The Business Times

Alibaba said to invest in Tencent's chinese food startup

Published Thu, Jan 21, 2016 · 11:08 AM

[CHINA] China's Ele.me, a food-delivery startup backed by Tencent Holdings Ltd, plans to close a funding round of at least US$1.25 billion by as early as mid-February in a deal led by competitor Alibaba Group Holding Ltd, according to people with direct knowledge of the matter.

Alibaba will be Ele.me's controlling shareholder after the funding, which values the service at about US$4.5 billion, the people said, asking not to be identified because the information is private. The deal could be announced by the Lunar New Year holiday that starts Feb 8. Ele.me was in merger talks with group-buying site Meituan.com, but those fell apart, the people said.

Tencent, Alibaba and Baidu Inc are competing for supremacy in a local-services industry primed for growth as more people turn to their smartphones or the Web to order food, schedule beauty treatments or hire domestic helpers. Users of those services could rise 29 per cent to 400 million by next year, with sales expected to reach 7.28 trillion yuan (US$1.1 trillion).

Chinese companies have been involved in US$91.6 billion of acquisitions and investments in the Internet industry in the past 12 months, according to data compiled by Bloomberg.

Tencent fell 1.7 per cent in Hong Kong to HK$133.10, its lowest in almost four months.

Alibaba, Baidu The funding for Ele.me is another sign that venture-capital flow in China is resilient even with the nation's economic slowdown and market turmoil. Meituan Dianping, created last year through a merger, just closed a US$3.3 billion round that was the largest-ever single investment in a VC-backed company, according to London consultancy Preqin Ltd. Caixin previously reported Ele.me was in discussions with Alibaba to raise funds.

Venture capitalists poured a record US$37 billion into China last year, though concerns grew in recent months that too many startups may have gotten funding in certain sectors. That led to money-losing battles waged with promotions and subsidies, and eventually spurred a series of mergers.
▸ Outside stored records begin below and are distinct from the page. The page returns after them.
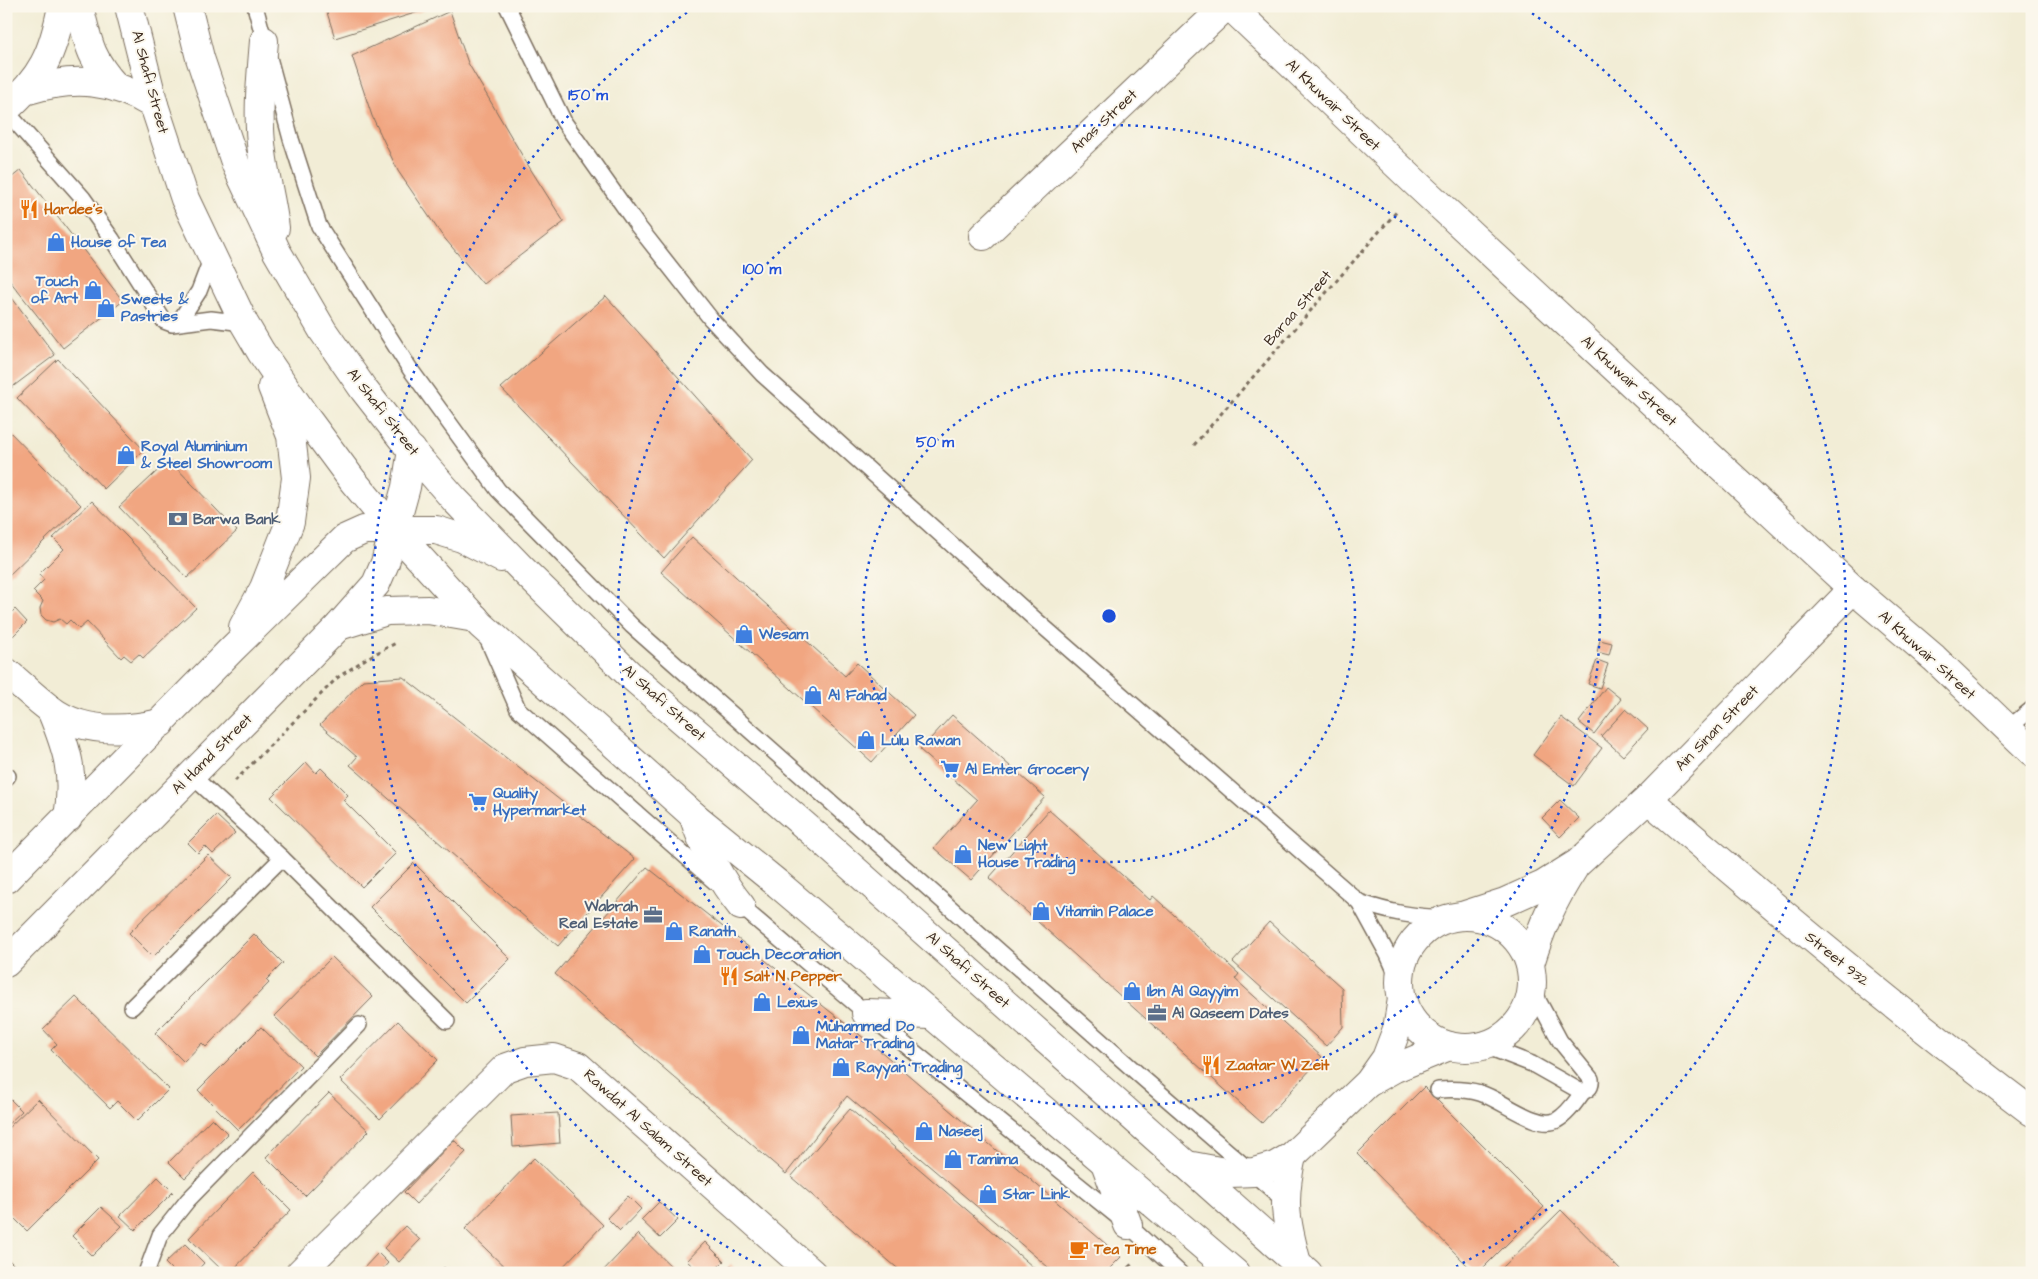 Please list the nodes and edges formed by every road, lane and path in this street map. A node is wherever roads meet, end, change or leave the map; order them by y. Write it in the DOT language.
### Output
graph roads {
  1 [pos="49,6"];
  2 [pos="79,6"];
  3 [pos="129,6"];
  4 [pos="187,6"];
  5 [pos="255,6"];
  6 [pos="508,6"];
  7 [pos="1226,6"];
  8 [pos="1230,6"];
  9 [pos="60,19"];
  10 [pos="264,41"];
  11 [pos="81,81"];
  12 [pos="116,87"];
  13 [pos="28,90"];
  14 [pos="154,105"];
  15 [pos="6,110"];
  16 [pos="1419,186"];
  17 [pos="983,236"];
  18 [pos="277,252"];
  19 [pos="212,256"];
  20 [pos="179,322"];
  21 [pos="244,323"];
  22 [pos="261,352"];
  23 [pos="1194,445"];
  24 [pos="412,450"];
  25 [pos="394,530"];
  26 [pos="522,569"];
  27 [pos="1853,588"];
  28 [pos="478,622"];
  29 [pos="339,626"];
  30 [pos="403,639"];
  31 [pos="232,649"];
  32 [pos="6,672"];
  33 [pos="52,710"];
  34 [pos="2032,710"];
  35 [pos="161,723"];
  36 [pos="2007,728"];
  37 [pos="2032,752"];
  38 [pos="191,775"];
  39 [pos="218,799"];
  40 [pos="1648,799"];
  41 [pos="694,815"];
  42 [pos="68,818"];
  43 [pos="282,858"];
  44 [pos="1578,863"];
  45 [pos="6,880"];
  46 [pos="1359,902"];
  47 [pos="741,906"];
  48 [pos="1457,916"];
  49 [pos="6,963"];
  50 [pos="1531,973"];
  51 [pos="1401,991"];
  52 [pos="132,1007"];
  53 [pos="866,1013"];
  54 [pos="931,1015"];
  55 [pos="447,1021"];
  56 [pos="359,1026"];
  57 [pos="1483,1045"];
  58 [pos="1449,1046"];
  59 [pos="1369,1082"];
  60 [pos="1438,1090"];
  61 [pos="1583,1092"];
  62 [pos="2032,1112"];
  63 [pos="1292,1156"];
  64 [pos="1104,1162"];
  65 [pos="1187,1164"];
  66 [pos="1254,1172"];
  67 [pos="1285,1201"];
  68 [pos="1128,1226"];
  69 [pos="1302,1268"];
  70 [pos="146,1273"];
  71 [pos="300,1273"];
  72 [pos="812,1273"];
  73 [pos="1180,1273"];
  74 [pos="1236,1273"];
  1 -- 9 [label="street"];
  2 -- 12 [label="street"];
  3 -- 14 [label="street, Al Shafi Street"];
  4 -- 18 [label="street, Al Shafi Street"];
  5 -- 10 [label="lane"];
  6 -- 46 [label="lane"];
  7 -- 17 [label="street, Anas Street"];
  8 -- 16 [label="street, Al Khuwair Street"];
  9 -- 11 [label="street"];
  9 -- 13 [label="street"];
  10 -- 18 [label="street"];
  10 -- 66 [label="lane"];
  11 -- 12 [label="street"];
  11 -- 13 [label="street"];
  12 -- 14 [label="street"];
  13 -- 15 [label="street"];
  14 -- 19 [label="street, Al Shafi Street"];
  15 -- 20 [label="lane"];
  16 -- 23 [label="path, Baraa Street"];
  16 -- 27 [label="street, Al Khuwair Street"];
  18 -- 24 [label="street, Al Shafi Street"];
  19 -- 20 [label="lane"];
  19 -- 21 [label="street, Al Shafi Street"];
  20 -- 21 [label="lane"];
  21 -- 22 [label="street, Al Shafi Street"];
  22 -- 25 [label="street, Al Shafi Street"];
  22 -- 31 [label="street"];
  24 -- 25 [label="street, Al Hamd Street"];
  24 -- 26 [label="street, Al Shafi Street"];
  25 -- 26 [label="street"];
  25 -- 28 [label="street, Al Shafi Street"];
  25 -- 29 [label="street, Al Hamd Street"];
  25 -- 31 [label="street"];
  26 -- 65 [label="street, Al Shafi Street"];
  27 -- 36 [label="street, Al Khuwair Street"];
  27 -- 40 [label="street, Ain Sinan Street"];
  28 -- 29 [label="street"];
  28 -- 41 [label="street, Al Shafi Street"];
  28 -- 47 [label="lane"];
  29 -- 38 [label="street, Al Hamd Street"];
  30 -- 39 [label="path"];
  31 -- 35 [label="street"];
  32 -- 33 [label="street"];
  33 -- 35 [label="street"];
  33 -- 42 [label="street"];
  34 -- 36 [label="lane"];
  35 -- 42 [label="street"];
  36 -- 37 [label="street, Al Khuwair Street"];
  38 -- 39 [label="lane"];
  38 -- 49 [label="street, Al Hamd Street"];
  39 -- 43 [label="lane"];
  40 -- 44 [label="street, Ain Sinan Street"];
  40 -- 62 [label="street, Street 932"];
  41 -- 47 [label="street"];
  41 -- 54 [label="street, Al Shafi Street"];
  42 -- 45 [label="street"];
  43 -- 52 [label="lane"];
  43 -- 55 [label="lane"];
  44 -- 48 [label="street, Ain Sinan Street"];
  44 -- 50 [label="street, Ain Sinan Street"];
  46 -- 48 [label="lane"];
  46 -- 51 [label="lane"];
  47 -- 53 [label="lane"];
  48 -- 50 [label="street"];
  48 -- 51 [label="street"];
  50 -- 57 [label="street"];
  50 -- 61 [label="lane"];
  51 -- 58 [label="street"];
  51 -- 59 [label="street"];
  53 -- 54 [label="street"];
  53 -- 68 [label="lane"];
  54 -- 64 [label="street, Al Shafi Street"];
  56 -- 70 [label="lane"];
  57 -- 58 [label="street"];
  57 -- 61 [label="lane"];
  58 -- 59 [label="street"];
  59 -- 63 [label="street"];
  60 -- 61 [label="lane"];
  63 -- 66 [label="street"];
  63 -- 67 [label="street"];
  64 -- 68 [label="street"];
  64 -- 74 [label="street, Al Shafi Street"];
  65 -- 66 [label="street"];
  65 -- 69 [label="street, Al Shafi Street"];
  66 -- 67 [label="lane"];
  67 -- 69 [label="street"];
  68 -- 73 [label="lane"];
  71 -- 72 [label="street, Rawdat Al Salam Street"];
} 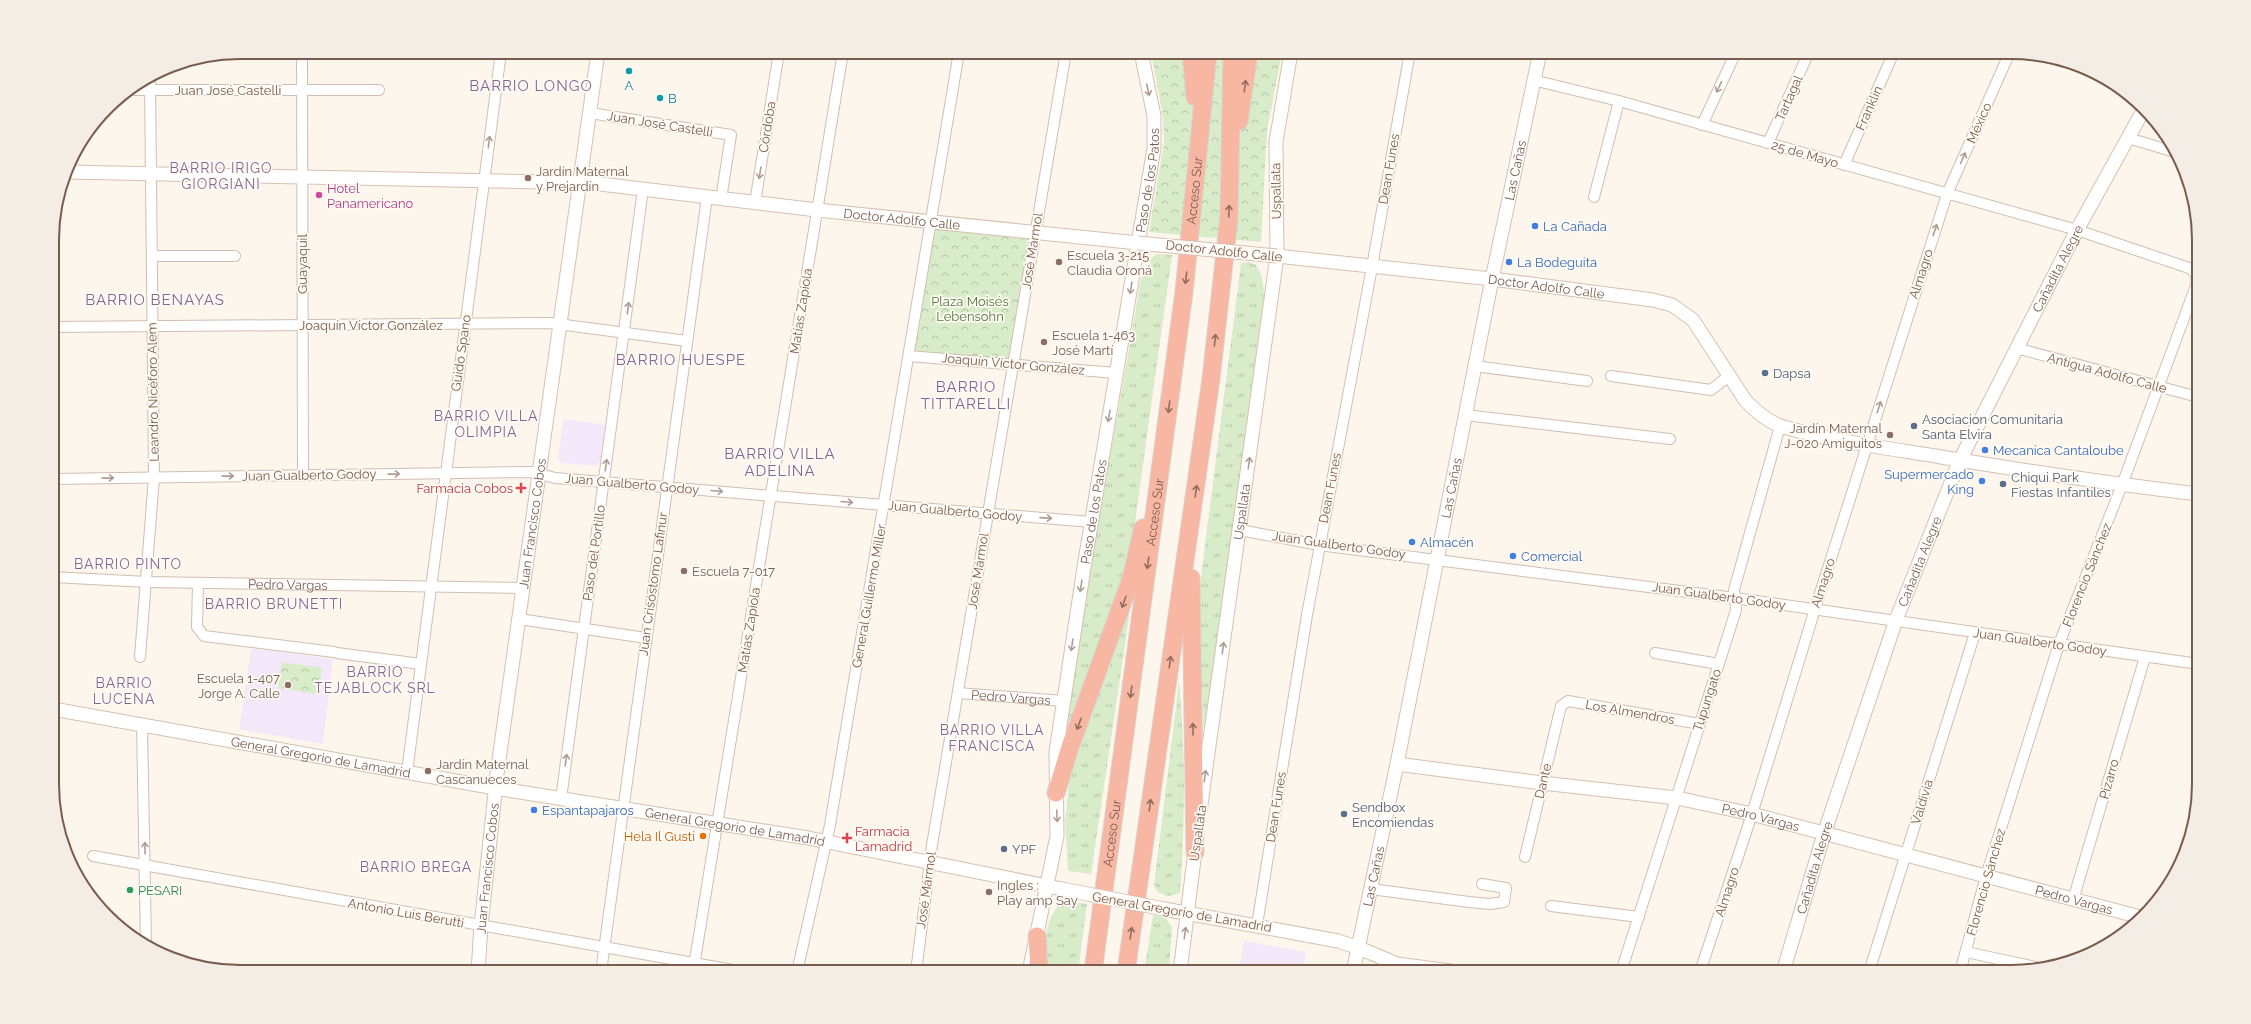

Alibaba and its financial affiliate, Zhejiang Ant Small & Micro Financial Services Group Co, formed a joint venture called Koubei, with each agreeing to invest 3 billion yuan to help the company expand into neighborhood services. Baidu, the nation's biggest search company, said last year it would invest US$3.2 billion over three years in its own provider of local services, called Nuomi.